• [WORK TO BE COMPLETED]: Every line with the word "Right" in it should be extracted from the data that follows.
● ● ● ●
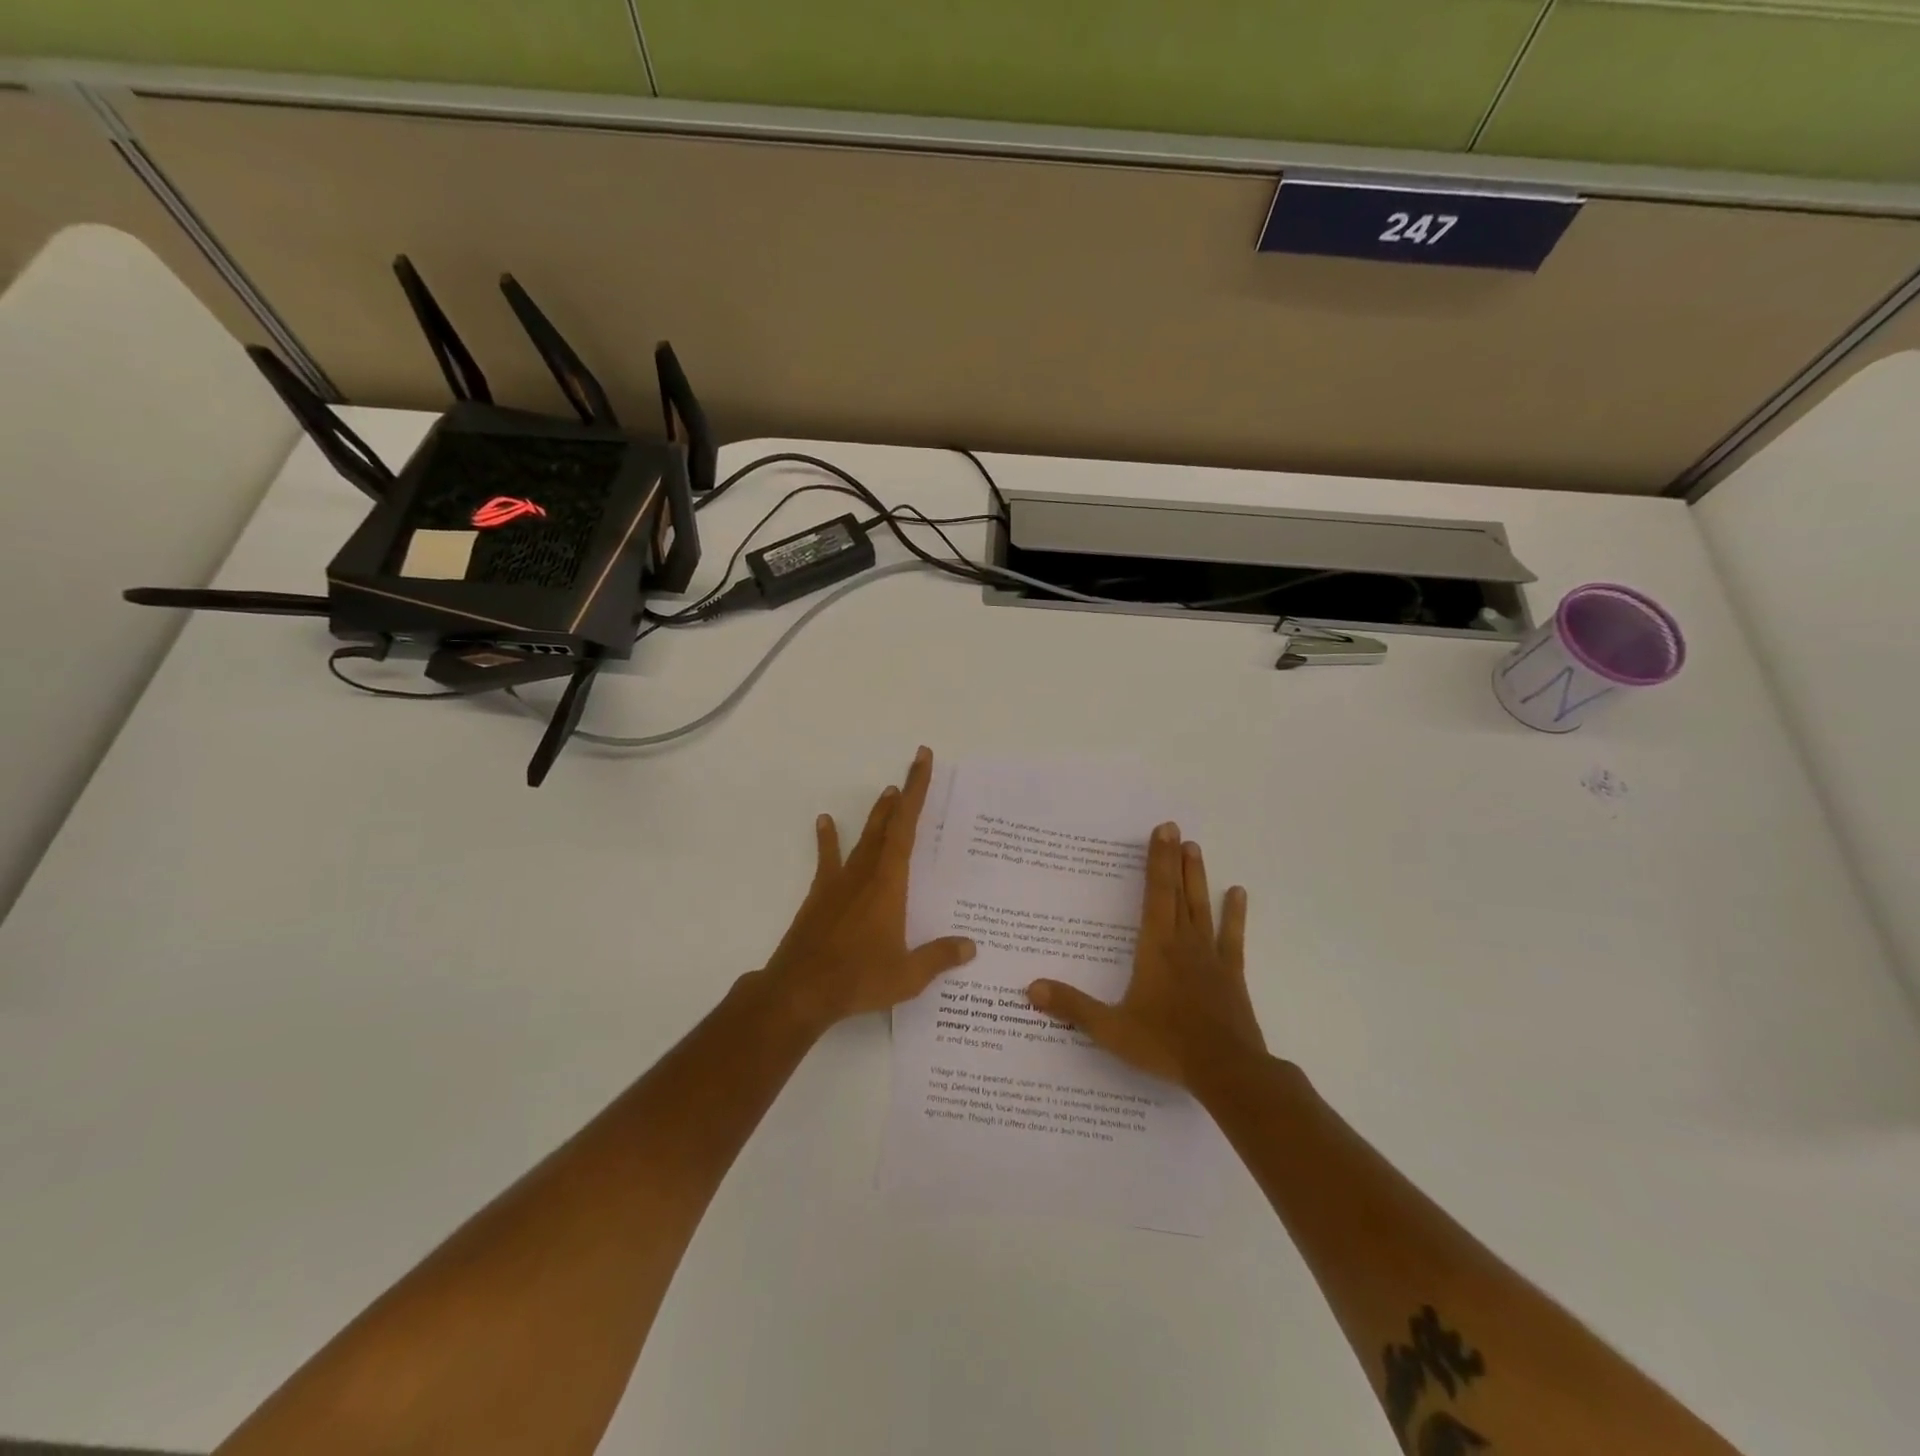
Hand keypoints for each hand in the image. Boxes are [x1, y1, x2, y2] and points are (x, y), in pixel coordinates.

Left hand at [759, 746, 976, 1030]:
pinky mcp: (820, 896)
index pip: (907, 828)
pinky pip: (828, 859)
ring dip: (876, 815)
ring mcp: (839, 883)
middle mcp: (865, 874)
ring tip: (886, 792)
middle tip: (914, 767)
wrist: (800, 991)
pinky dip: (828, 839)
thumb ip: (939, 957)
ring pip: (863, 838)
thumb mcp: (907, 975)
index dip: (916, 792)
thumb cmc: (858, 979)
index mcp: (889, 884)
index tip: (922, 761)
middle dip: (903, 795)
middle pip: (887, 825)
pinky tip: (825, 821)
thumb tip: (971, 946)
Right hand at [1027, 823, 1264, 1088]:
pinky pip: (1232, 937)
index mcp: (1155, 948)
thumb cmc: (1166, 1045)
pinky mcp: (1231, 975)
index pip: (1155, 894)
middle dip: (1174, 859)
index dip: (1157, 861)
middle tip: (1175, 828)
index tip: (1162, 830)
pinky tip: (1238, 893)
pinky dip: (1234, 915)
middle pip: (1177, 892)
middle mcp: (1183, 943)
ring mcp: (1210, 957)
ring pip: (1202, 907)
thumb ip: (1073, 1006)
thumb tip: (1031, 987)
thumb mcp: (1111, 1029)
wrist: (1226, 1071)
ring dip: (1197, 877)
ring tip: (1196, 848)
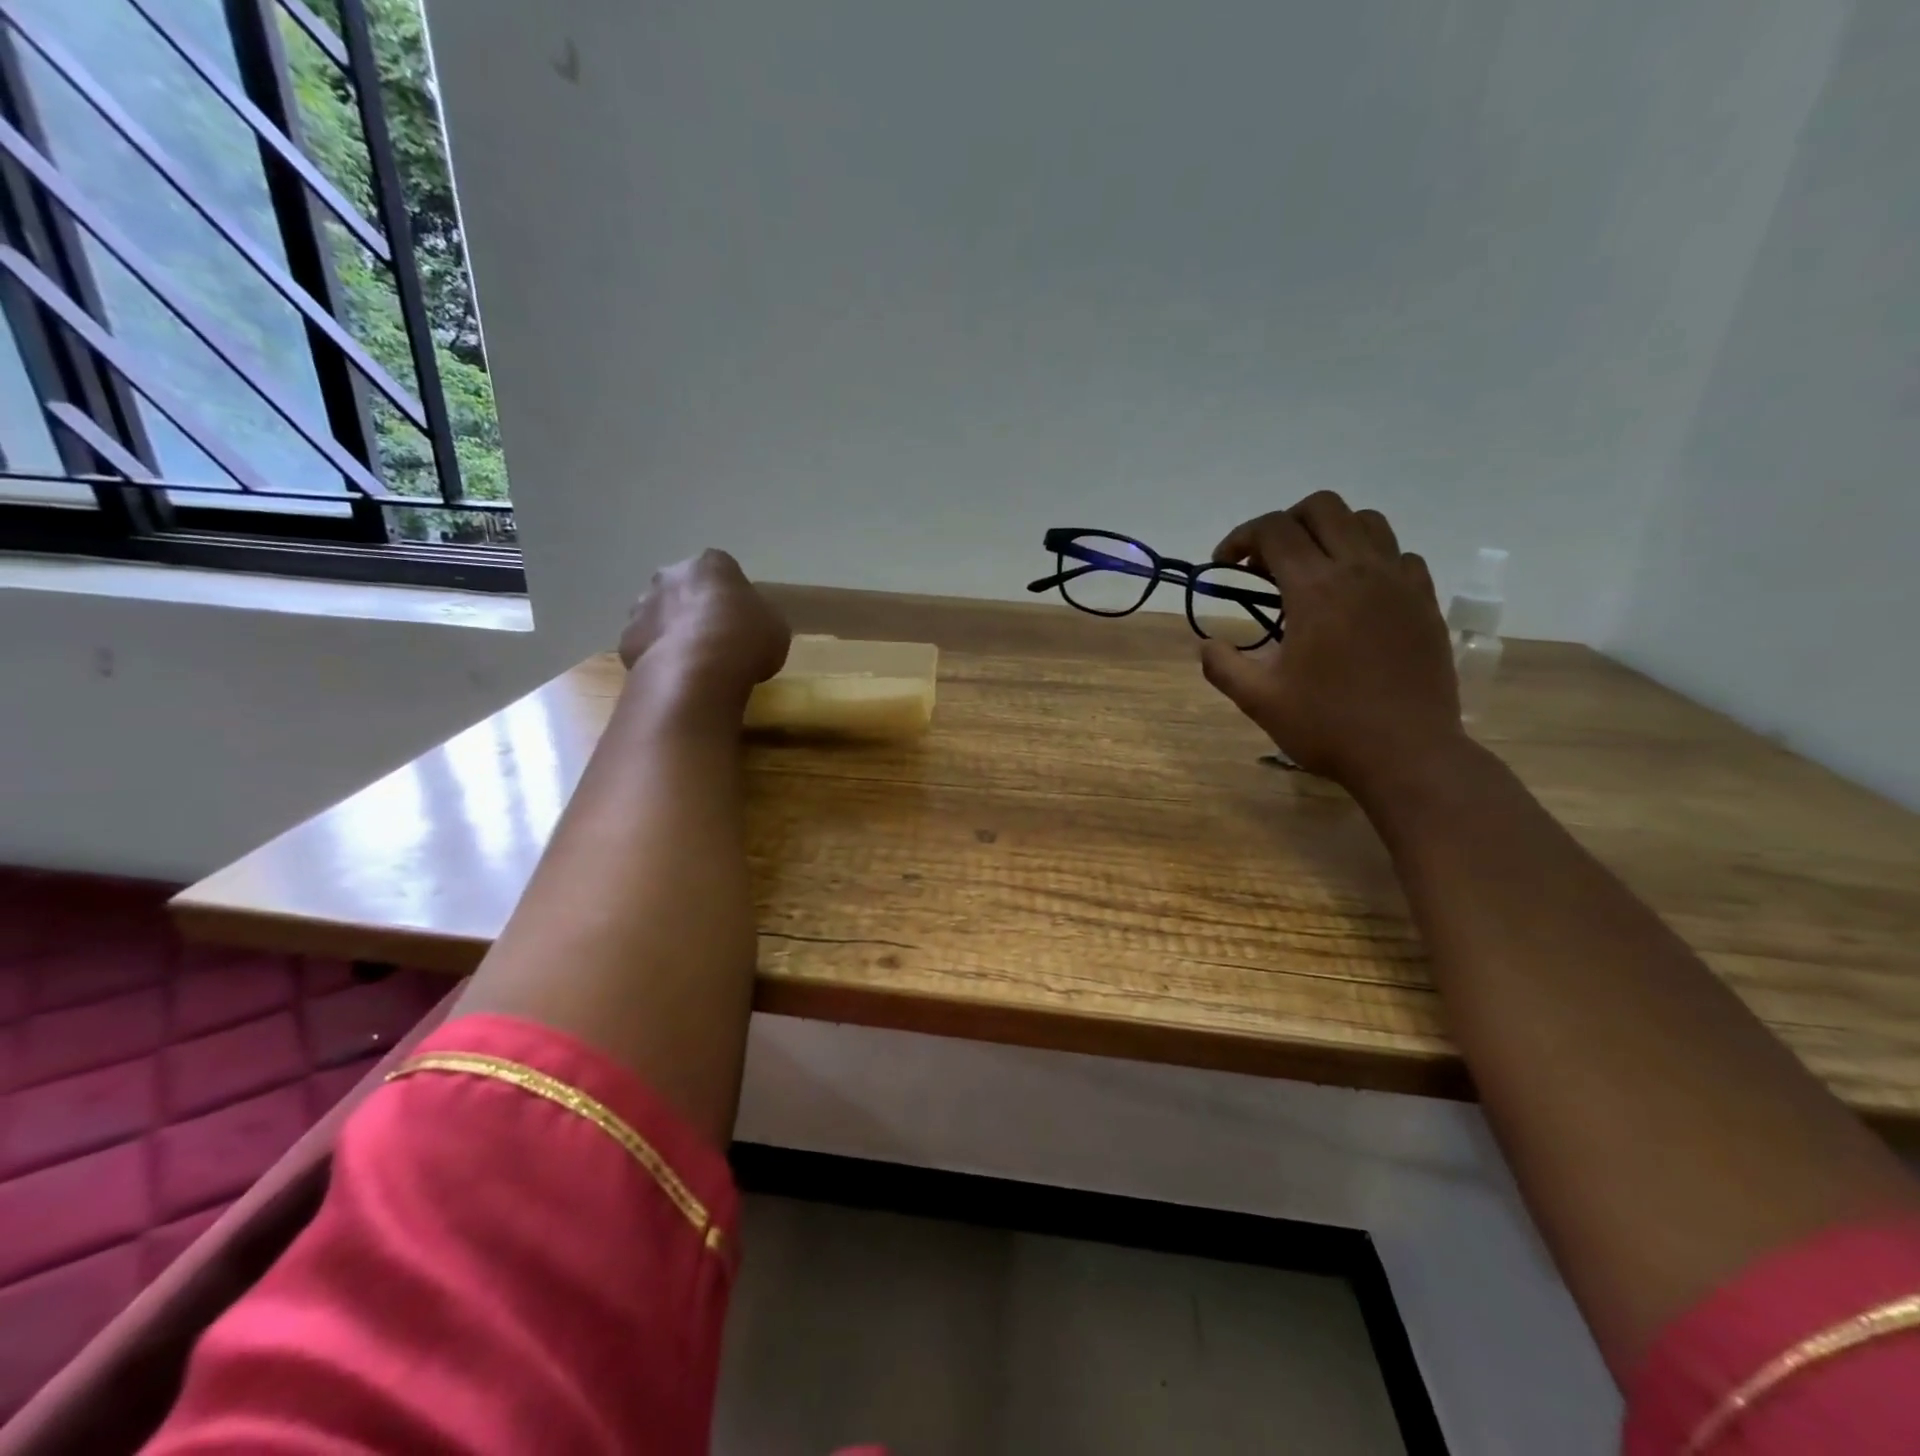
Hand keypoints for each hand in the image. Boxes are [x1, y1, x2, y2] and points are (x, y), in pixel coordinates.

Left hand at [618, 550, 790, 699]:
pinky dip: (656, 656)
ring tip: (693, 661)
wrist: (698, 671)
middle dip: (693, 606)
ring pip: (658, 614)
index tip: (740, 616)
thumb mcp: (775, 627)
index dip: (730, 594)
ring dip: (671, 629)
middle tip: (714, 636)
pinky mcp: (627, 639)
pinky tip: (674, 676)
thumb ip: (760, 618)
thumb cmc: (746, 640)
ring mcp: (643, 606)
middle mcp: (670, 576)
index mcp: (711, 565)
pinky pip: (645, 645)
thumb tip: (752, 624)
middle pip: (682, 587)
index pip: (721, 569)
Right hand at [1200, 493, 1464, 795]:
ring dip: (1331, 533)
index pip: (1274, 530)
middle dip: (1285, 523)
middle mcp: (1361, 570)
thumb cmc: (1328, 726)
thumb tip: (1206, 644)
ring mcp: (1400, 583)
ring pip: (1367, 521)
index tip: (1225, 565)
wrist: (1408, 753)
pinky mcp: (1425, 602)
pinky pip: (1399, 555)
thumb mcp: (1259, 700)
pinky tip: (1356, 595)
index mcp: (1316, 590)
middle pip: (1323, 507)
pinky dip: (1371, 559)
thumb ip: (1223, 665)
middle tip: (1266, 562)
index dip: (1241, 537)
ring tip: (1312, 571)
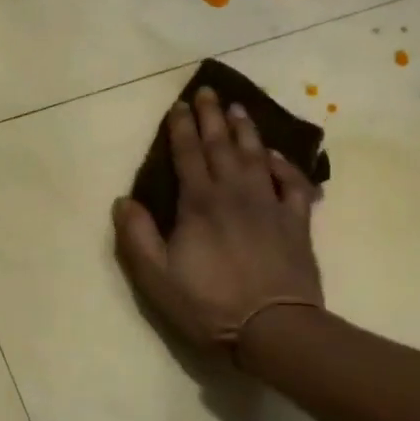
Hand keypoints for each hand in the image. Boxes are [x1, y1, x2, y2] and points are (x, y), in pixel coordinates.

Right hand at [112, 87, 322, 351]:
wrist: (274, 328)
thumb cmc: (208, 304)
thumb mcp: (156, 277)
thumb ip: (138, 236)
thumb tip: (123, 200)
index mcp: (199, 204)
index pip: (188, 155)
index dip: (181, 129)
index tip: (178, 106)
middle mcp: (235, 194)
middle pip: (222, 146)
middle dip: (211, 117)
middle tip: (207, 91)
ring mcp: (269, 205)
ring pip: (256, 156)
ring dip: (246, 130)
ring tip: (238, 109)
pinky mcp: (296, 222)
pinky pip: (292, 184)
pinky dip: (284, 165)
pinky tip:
● ● ● ●
• [REPLY TO THE TASK]:
Right hand at [1027, 823, 1264, 1088]:
Right hand at [1200, 493, 1464, 795]:
Right hand at [112, 87, 322, 351]:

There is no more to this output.